REQUIRED WORK: Please copy out the entries exactly, skipping any pictures.

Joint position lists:
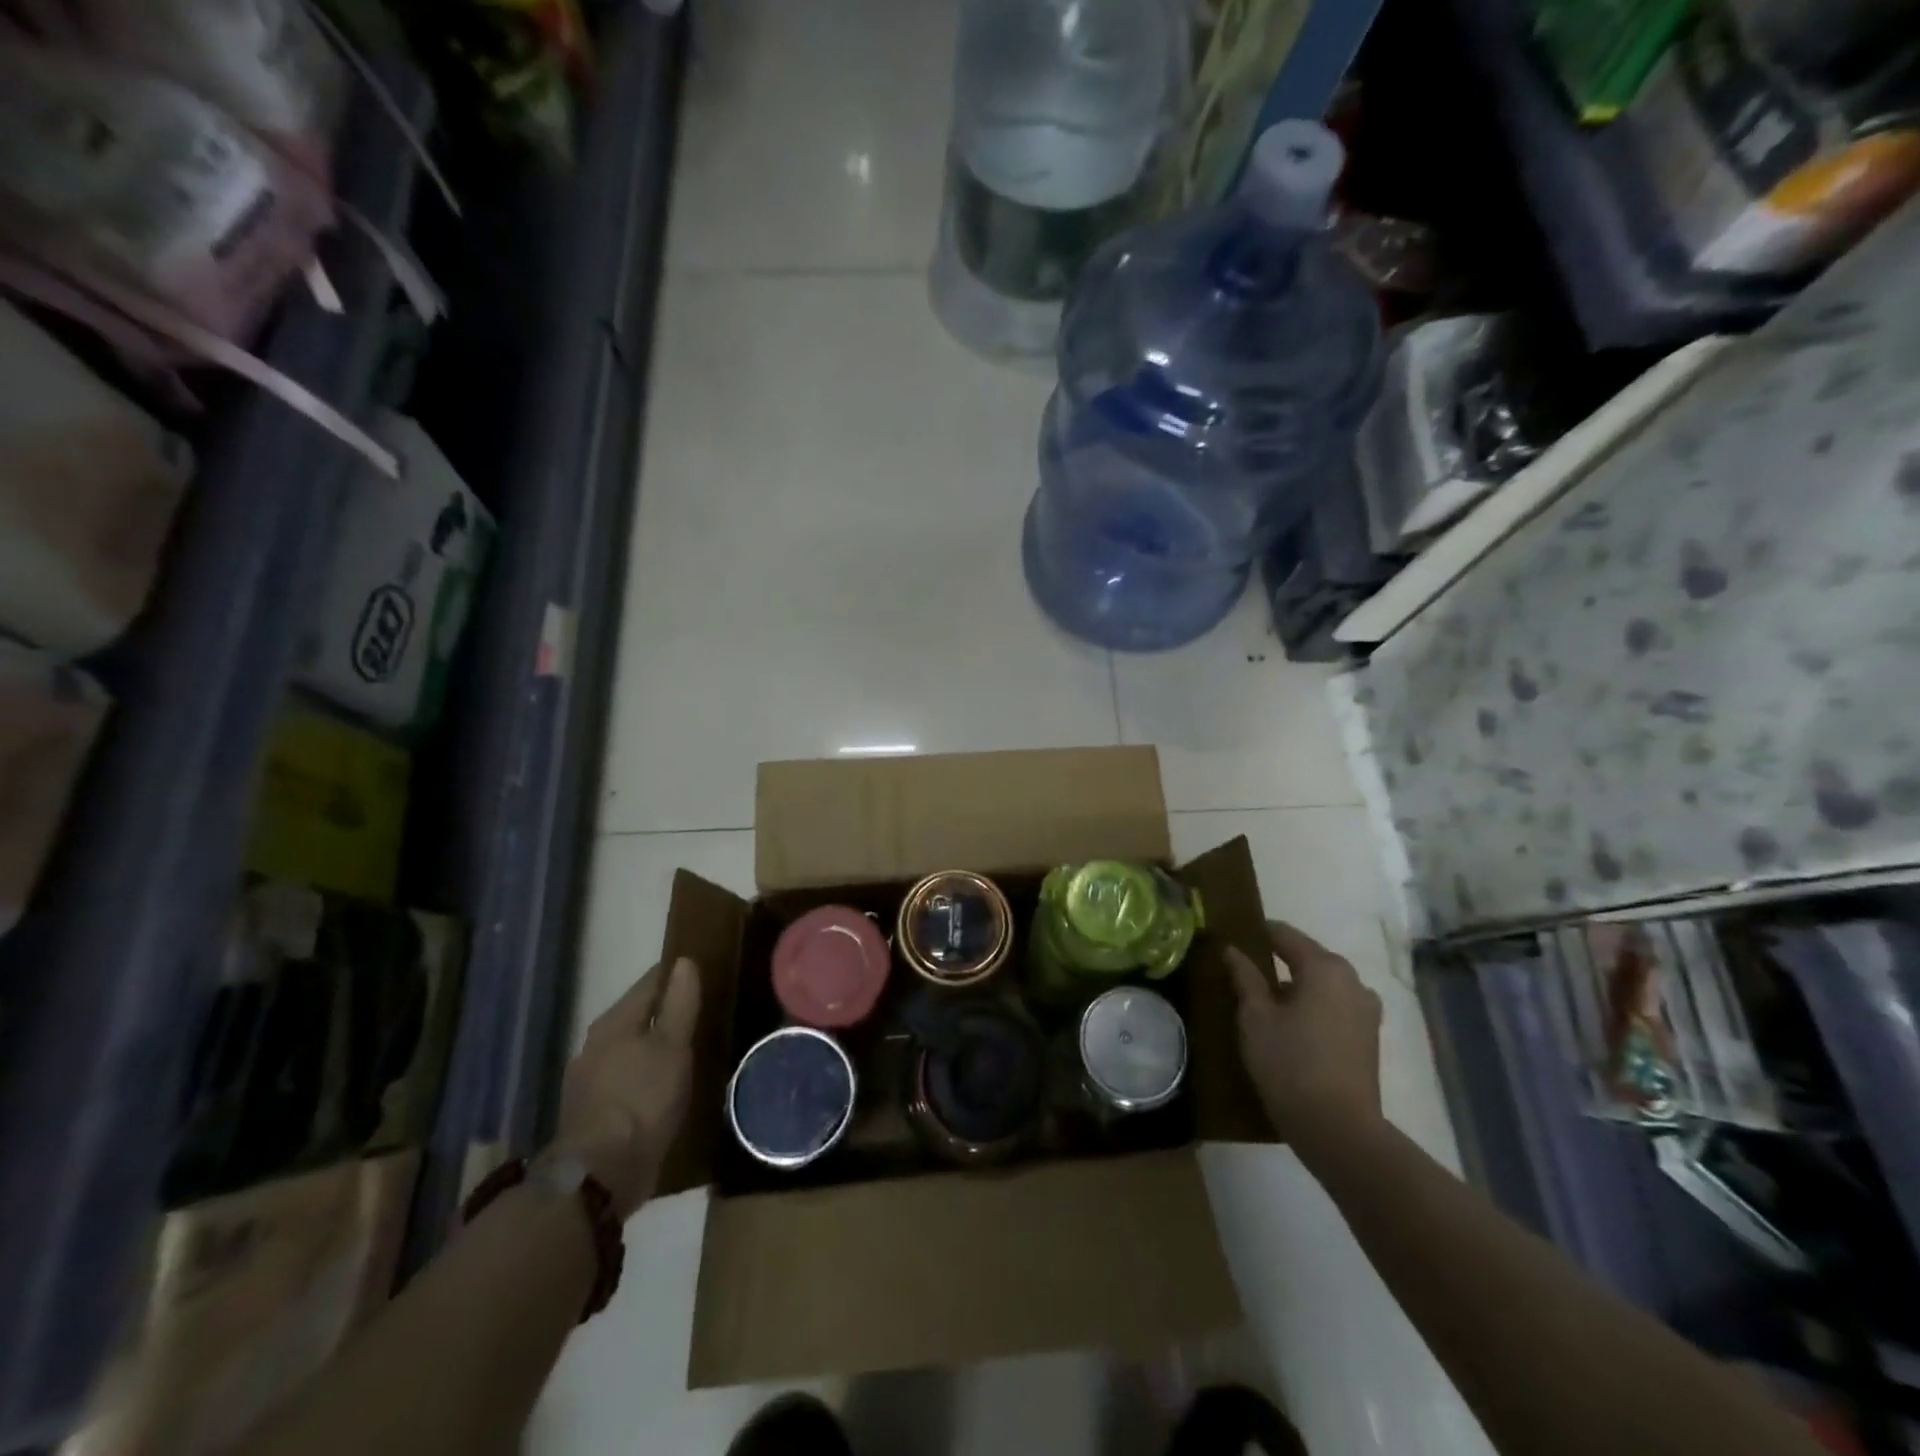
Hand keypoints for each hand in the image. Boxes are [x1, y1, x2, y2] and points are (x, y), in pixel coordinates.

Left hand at [553, 957, 700, 1218]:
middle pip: (634, 1016)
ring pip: (626, 1049)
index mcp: (614, 1022)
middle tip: (695, 1012)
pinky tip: (658, 1088)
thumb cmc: (643, 1099)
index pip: (649, 984)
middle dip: (661, 1012)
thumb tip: (684, 962)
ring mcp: (586, 1080)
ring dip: (649, 1047)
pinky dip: (640, 1076)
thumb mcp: (673, 1046)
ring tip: (680, 1051)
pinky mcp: (588, 1113)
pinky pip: (621, 1080)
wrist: (600, 1173)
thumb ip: (679, 1003)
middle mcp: (594, 1044)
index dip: (673, 975)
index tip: (698, 972)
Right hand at [1227, 921, 1382, 1151]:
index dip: (1256, 933)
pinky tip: (1291, 1025)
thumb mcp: (1255, 1017)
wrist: (1339, 1130)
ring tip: (1264, 1001)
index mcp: (1324, 967)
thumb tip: (1233, 949)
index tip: (1231, 938)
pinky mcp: (1369, 1037)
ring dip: (1296, 985)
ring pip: (1322, 983)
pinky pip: (1334, 1006)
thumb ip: (1244, 977)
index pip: (1284, 934)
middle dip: (1276, 960)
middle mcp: (1352, 980)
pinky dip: (1313, 1006)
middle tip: (1242, 971)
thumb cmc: (1290, 1064)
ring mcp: (1366, 1009)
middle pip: (1307, 956)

RESPONSE FOR THIS EXERCISE:
Hand keypoints for each hand in the image. Boxes are [x1, y1, x2, y2] and points are (x, y), in pixel coordinates.

Left hand at [553, 957, 700, 1218]:
middle pip: (634, 1016)
ring pip: (626, 1049)
index mcp: (614, 1022)
middle tip: (695, 1012)
pinky tip: (658, 1088)
thumb cmc: (643, 1099)
index pip: (649, 984)
middle dip: (661, 1012)
thumb tip: (684, 962)
ring mcp: (586, 1080)
ring dip: (649, 1047)
pinky dip: (640, 1076)
thumb mcp: (673, 1046)
ring tip: (680, 1051)
pinky mcp: (588, 1113)
pinky pip: (621, 1080)
wrist: (600, 1173)
thumb ip: (679, 1003)
middle mcp: (594, 1044)
index dip: (673, 975)
index tip: (698, 972)
Right hand at [1227, 921, 1382, 1151]:
index dip: (1256, 933)
pinky tip: (1291, 1025)
thumb mcp: (1255, 1017)
wrist: (1339, 1130)
ring tip: (1264, 1001)
index mcp: (1324, 967)
thumb tip: (1233, 949)
index tip: (1231, 938)
pinky mcp: (1369, 1037)
ring dip: (1296, 985)
ring pip: (1322, 983)
pinky pip: (1334, 1006)
thumb ip: (1244, 977)
index pip: (1284, 934)
middle dip: (1276, 960)
middle mcp: (1352, 980)
pinky dip: (1313, 1006)
middle tip: (1242, 971)
thumb cmc: (1290, 1064)
ring mcp: (1366, 1009)
middle pip: (1307, 956)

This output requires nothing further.